Nitric oxide synthase in ferret brain: localization and characterization.

T Matsumoto 1, J A Mitchell 1, H H Schmidt 1, K L Kohlhaas 1, T D Warner 1, U Förstermann 1, F Murad 1
PMCID: PMC1907786  PMID: 1282076

Abstract

1. In the present study, we have investigated the distribution of nitric oxide synthase in the ferret brain. Nitric oxide synthase was determined biochemically and immunochemically. 2. In the rat brain, the highest nitric oxide synthase activity has been detected in the cerebellum. However, in the ferret brain, the highest activity was found in the striatum and the lowest in the cerebellum and cerebral cortex.

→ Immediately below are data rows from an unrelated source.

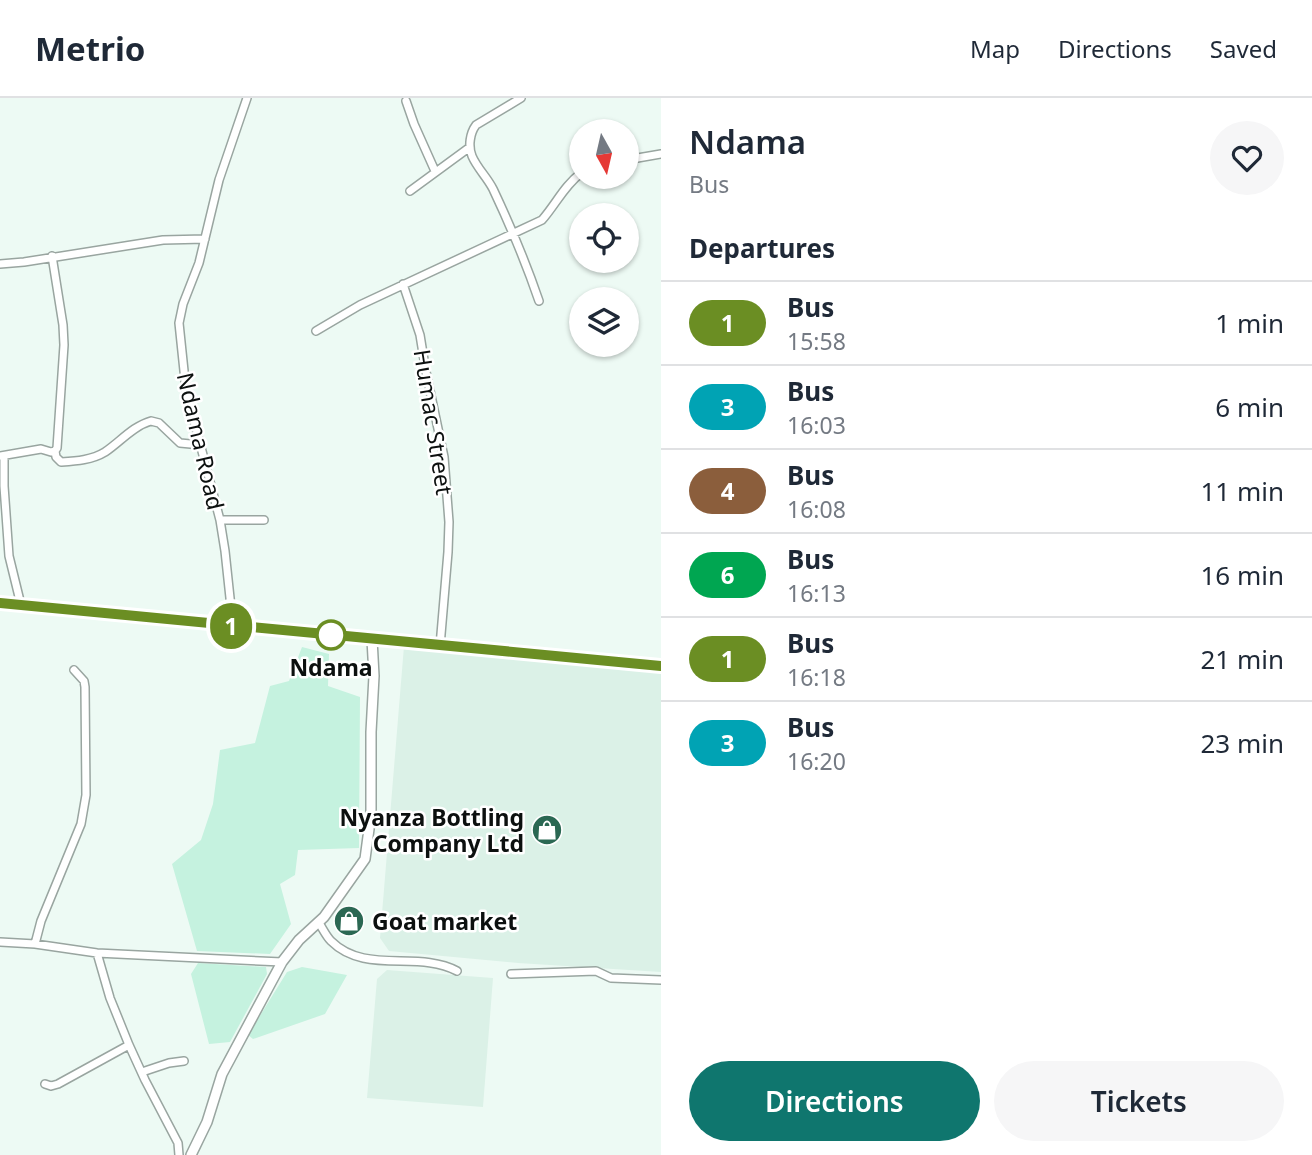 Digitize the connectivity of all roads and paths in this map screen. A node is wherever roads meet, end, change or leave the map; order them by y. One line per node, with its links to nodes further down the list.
1 (247, 98): 12 (street, Ndama Road)
2 (521, 98): 4 (street)
3 (406, 101): 8 (street)
4 (507, 101): 5 (street)
5 (470, 146): 8 (street); 11 (street)
6 (661, 154): 7 (street)
7 (639, 158)
8 (435, 171): 10 (street)
9 (569, 183): 11 (street)
10 (410, 191)
11 (513, 233): 15 (street); 16 (street)
12 (205, 239): 13 (street); 18 (street, Ndama Road)
13 (52, 256): 14 (street); 19 (street)
14 (0, 264)
15 (403, 284): 17 (street); 27 (street, Humac Street)
16 (539, 301)
17 (316, 331)
18 (201, 445): 19 (street); 21 (street, Ndama Road)
19 (55, 451): 20 (street)
20 (2, 456): 24 (street)
21 (219, 520): 22 (street); 25 (street, Ndama Road)
22 (264, 520)
23 (0, 603): 24 (highway)
24 (21, 605): 25 (highway)
25 (233, 626): 26 (highway)
26 (372, 639): 27 (highway); 30 (street)
27 (440, 646): 28 (highway)
28 (661, 666)
29 (75, 670): 32 (street)
30 (319, 923): 34 (street); 35 (street)
31 (0, 942): 32 (street)
32 (35, 944): 33 (street)
33 (97, 953): 34 (street); 38 (street)
34 (282, 962): 43 (street)
35 (457, 971)
36 (511, 974): 37 (street)
37 (661, 979)
38 (129, 1045): 40 (street); 41 (street)
39 (184, 1061): 40 (street)
40 (142, 1072): 42 (street)
41 (45, 1084)
42 (179, 1155)
43 (191, 1155)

The enzymatic activity was localized predominantly in the cytosolic fractions, it was dependent on NADPH and Ca2+, and inhibited by NG-nitro-L-arginine or NG-methyl-L-arginine. 3. Western blot analysis revealed that all regions of the ferret brain contained a 160 kD protein crossreacting with an antibody to nitric oxide synthase purified from the rat cerebellum, and the levels of relative intensity of staining by the antibody correlated with the distribution of nitric oxide synthase activity. 4. These results indicate that the ferret brain contains a nitric oxide synthase similar to the rat brain, but the distribution of enzymatic activity in the ferret brain differs markedly from the rat brain.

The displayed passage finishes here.